■ **Your goal**:
Search the data for the word "name". Reproduce every line where it is found.

** Available data follows **

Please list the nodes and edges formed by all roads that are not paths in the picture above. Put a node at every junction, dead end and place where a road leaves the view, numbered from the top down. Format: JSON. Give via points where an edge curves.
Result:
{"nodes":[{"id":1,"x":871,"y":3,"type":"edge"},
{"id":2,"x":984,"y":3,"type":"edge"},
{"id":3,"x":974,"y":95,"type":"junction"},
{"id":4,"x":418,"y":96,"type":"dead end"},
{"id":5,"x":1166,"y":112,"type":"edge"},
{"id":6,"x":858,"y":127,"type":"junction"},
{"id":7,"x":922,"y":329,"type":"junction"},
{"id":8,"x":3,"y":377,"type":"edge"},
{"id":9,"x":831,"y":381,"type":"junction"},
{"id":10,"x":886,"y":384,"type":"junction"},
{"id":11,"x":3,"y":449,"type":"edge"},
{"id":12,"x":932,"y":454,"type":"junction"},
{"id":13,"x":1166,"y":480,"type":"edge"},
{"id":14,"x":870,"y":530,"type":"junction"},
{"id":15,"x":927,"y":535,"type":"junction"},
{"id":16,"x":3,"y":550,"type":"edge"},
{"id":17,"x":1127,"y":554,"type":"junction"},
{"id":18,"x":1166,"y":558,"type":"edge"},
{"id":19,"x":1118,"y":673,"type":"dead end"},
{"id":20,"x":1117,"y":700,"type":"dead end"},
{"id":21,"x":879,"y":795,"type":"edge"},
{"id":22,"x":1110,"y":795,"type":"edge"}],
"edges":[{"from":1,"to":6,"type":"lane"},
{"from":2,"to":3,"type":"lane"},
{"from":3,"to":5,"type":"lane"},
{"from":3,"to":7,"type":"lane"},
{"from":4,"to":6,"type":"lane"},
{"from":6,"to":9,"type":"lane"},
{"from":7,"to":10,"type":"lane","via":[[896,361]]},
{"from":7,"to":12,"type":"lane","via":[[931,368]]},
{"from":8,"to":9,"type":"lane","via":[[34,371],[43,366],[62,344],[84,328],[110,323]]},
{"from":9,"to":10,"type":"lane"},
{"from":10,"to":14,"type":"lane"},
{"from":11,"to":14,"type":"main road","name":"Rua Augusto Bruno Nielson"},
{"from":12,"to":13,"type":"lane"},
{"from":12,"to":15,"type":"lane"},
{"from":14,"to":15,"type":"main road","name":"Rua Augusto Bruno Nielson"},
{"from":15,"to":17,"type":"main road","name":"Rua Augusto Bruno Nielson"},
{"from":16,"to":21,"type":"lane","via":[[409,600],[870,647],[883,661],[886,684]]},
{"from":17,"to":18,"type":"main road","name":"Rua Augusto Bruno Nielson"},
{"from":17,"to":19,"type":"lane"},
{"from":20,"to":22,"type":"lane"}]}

** End of Available data **

■ **Task result**:
{"from":11,"to":14,"type":"main road","name":"Rua Augusto Bruno Nielson"},
{"from":14,"to":15,"type":"main road","name":"Rua Augusto Bruno Nielson"},
{"from":15,"to":17,"type":"main road","name":"Rua Augusto Bruno Nielson"},
{"from":17,"to":18,"type":"main road","name":"Rua Augusto Bruno Nielson"},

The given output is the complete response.